■ WHAT YOU WILL DO ■
Among the records, which lines hold the word "main"? Pick them out.

■ SOURCE DATA ■
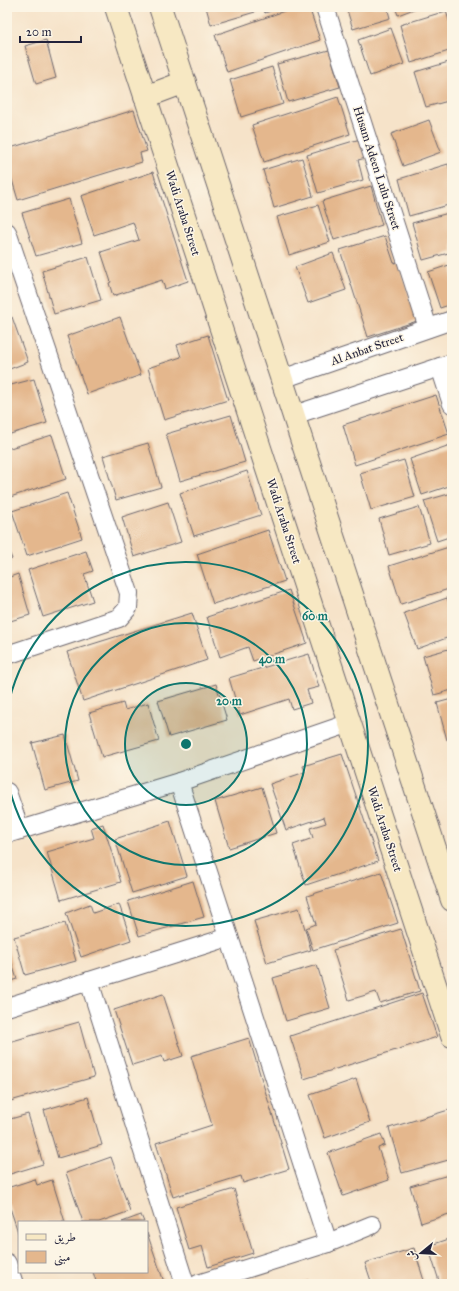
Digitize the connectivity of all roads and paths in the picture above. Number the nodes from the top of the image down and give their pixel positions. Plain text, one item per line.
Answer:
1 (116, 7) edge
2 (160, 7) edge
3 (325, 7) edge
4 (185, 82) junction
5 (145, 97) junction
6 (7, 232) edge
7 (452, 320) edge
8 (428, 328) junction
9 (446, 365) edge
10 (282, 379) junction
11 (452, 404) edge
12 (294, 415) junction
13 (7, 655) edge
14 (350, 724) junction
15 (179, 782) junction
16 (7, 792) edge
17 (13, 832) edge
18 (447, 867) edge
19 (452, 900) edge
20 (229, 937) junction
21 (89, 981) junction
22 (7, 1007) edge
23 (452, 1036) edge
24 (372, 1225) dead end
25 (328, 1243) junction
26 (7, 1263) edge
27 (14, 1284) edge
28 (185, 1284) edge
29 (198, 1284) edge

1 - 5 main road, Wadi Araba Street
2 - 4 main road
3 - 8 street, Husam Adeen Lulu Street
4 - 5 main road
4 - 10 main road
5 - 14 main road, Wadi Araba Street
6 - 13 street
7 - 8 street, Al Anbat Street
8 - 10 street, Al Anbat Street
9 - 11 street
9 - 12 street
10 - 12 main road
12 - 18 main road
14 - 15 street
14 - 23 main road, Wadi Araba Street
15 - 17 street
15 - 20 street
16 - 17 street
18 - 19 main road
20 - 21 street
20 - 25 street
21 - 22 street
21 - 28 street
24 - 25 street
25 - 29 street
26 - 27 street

■ TASK OUTPUT ■
1 - 5 main road, Wadi Araba Street
2 - 4 main road
4 - 5 main road
4 - 10 main road
5 - 14 main road, Wadi Araba Street
10 - 12 main road
12 - 18 main road
14 - 23 main road, Wadi Araba Street
18 - 19 main road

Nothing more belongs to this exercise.